The cell-type-specific gene-expression profile that distinguishes a hepatocyte from a neurone is therefore the integrated output of a combinatorial set of transcription factors (often dozens per gene), hormonal inputs, and the chromatin state of each locus — a regulatory logic of remarkable depth and biological flexibility.
Examiner commentary: Full marks (9/9). The candidate develops the activator/repressor framework, the oestrogen receptor case in molecular detail, and the bidirectional crosstalk between epigenetic state and transcription factor activity. The closing AO3 synthesis on combinatorial control and cellular memory is the move that distinguishes A* from B.

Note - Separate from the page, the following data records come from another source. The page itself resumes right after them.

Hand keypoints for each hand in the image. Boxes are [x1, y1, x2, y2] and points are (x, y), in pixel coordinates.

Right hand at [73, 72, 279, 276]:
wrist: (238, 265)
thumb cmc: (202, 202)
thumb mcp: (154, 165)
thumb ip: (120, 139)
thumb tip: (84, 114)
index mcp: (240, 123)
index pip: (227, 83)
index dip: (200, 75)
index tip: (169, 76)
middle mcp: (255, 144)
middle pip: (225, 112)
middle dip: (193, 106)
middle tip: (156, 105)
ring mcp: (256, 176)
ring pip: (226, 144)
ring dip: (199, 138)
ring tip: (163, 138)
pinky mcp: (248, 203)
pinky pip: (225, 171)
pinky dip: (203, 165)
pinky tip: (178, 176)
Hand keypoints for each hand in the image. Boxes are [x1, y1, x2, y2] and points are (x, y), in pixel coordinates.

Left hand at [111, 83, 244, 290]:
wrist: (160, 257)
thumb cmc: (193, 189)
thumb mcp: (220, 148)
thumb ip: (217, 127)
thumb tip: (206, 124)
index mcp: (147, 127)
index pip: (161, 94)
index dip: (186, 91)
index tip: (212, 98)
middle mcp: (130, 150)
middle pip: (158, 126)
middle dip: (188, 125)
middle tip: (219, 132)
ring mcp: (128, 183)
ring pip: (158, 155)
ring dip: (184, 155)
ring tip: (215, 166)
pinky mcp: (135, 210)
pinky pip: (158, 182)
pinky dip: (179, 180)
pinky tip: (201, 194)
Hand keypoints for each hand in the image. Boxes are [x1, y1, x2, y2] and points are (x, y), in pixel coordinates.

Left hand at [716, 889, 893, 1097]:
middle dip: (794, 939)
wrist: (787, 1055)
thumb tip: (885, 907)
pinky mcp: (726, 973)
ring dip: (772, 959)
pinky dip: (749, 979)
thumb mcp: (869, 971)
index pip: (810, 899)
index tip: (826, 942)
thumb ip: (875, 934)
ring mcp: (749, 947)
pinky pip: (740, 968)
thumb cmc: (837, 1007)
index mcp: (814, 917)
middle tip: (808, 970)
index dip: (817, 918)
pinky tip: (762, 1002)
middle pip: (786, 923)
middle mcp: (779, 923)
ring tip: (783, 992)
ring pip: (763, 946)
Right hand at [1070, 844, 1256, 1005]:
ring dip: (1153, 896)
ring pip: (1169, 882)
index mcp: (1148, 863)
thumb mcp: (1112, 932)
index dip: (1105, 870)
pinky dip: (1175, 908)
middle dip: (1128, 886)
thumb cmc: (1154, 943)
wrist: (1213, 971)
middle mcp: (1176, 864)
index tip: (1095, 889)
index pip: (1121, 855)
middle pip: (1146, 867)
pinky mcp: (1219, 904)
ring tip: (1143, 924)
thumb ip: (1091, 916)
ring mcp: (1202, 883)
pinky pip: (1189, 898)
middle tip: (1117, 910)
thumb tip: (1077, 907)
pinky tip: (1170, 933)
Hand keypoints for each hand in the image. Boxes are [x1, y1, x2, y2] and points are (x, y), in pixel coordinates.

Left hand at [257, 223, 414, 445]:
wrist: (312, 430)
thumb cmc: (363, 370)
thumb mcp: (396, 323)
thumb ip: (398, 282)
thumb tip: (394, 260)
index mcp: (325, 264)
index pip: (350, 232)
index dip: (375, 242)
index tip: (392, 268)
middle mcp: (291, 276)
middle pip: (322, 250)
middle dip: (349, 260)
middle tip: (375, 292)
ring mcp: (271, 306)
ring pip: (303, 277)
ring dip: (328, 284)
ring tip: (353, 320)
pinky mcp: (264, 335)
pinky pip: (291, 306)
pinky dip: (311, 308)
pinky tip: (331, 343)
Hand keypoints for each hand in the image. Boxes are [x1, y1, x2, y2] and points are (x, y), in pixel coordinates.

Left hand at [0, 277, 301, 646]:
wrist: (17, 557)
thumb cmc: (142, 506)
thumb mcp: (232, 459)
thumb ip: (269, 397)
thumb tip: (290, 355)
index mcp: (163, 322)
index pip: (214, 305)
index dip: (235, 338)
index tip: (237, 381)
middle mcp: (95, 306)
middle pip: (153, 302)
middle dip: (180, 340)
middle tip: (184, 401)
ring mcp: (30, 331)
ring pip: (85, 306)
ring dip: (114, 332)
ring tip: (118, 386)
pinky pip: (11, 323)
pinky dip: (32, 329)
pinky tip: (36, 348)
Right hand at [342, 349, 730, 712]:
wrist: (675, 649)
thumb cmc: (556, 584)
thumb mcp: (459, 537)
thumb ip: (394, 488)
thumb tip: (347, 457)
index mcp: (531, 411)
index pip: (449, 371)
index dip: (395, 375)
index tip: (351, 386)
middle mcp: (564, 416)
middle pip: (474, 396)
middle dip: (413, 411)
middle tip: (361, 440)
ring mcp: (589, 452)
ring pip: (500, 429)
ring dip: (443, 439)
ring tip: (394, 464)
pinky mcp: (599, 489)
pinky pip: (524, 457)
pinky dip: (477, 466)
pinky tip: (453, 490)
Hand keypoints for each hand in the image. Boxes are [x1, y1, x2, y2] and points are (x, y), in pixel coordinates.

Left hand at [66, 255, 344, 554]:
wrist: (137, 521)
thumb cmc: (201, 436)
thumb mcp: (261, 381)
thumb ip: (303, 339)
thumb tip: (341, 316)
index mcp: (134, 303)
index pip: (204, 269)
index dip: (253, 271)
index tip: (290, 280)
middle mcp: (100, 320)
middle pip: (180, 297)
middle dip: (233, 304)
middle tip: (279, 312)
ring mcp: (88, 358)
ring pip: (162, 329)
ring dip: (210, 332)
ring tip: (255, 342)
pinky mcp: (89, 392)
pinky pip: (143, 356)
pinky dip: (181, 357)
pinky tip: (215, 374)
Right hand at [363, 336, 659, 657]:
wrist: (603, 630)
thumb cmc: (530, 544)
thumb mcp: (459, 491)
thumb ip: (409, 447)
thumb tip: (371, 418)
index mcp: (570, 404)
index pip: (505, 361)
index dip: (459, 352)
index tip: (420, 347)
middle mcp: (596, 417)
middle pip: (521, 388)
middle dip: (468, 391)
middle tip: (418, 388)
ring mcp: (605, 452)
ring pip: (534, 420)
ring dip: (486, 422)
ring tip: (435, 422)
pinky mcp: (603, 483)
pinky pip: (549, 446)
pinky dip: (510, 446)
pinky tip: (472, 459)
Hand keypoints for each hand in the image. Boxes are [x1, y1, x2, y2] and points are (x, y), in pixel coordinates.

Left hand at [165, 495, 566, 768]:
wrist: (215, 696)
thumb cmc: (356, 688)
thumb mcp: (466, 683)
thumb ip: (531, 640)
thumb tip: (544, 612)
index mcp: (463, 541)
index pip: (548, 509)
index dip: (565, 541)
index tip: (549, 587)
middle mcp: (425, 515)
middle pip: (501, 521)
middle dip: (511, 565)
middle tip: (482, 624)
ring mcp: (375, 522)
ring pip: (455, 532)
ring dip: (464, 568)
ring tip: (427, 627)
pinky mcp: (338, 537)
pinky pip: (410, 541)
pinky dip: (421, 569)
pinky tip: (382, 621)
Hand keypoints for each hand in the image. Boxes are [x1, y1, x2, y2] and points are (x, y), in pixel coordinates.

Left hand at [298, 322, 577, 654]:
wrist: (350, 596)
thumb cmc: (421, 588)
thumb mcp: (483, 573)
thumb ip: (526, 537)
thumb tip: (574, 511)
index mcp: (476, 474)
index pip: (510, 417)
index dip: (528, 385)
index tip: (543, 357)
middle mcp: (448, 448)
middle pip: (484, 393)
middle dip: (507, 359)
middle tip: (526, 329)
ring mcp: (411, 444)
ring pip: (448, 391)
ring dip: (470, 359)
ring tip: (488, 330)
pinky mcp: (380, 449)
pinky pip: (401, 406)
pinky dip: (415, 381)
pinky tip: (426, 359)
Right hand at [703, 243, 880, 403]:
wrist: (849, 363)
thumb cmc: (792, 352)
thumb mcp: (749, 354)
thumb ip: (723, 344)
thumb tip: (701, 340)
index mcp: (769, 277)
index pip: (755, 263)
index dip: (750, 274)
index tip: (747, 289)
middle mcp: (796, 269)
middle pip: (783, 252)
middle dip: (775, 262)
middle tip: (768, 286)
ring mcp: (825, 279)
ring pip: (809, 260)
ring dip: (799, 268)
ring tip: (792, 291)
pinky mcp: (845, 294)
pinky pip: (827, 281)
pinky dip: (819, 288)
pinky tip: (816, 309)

AQA 7402 has no required practical specifically anchored in section 3.8. Techniques relevant to this topic (gel shift / electrophoretic mobility shift assays, chromatin immunoprecipitation, reporter gene assays) are encountered at undergraduate level. Section 3.8 connects synoptically to RP6 (chromatography) when separating protein fractions, and to gel electrophoresis (covered in Lesson 5 of this course) when sizing DNA fragments produced by restriction digest of regulatory regions.
This lesson connects to three other sections of the AQA 7402 specification:
Spec alignment: AQA 7402 Section 3.8.2; linked synoptically to 3.4.2 (transcription mechanism), 3.6.3 (hormonal control — oestrogen and other steroid hormones), 3.8.2 (epigenetics, Lesson 1 of this course). Refer to the official AQA specification document for exact wording.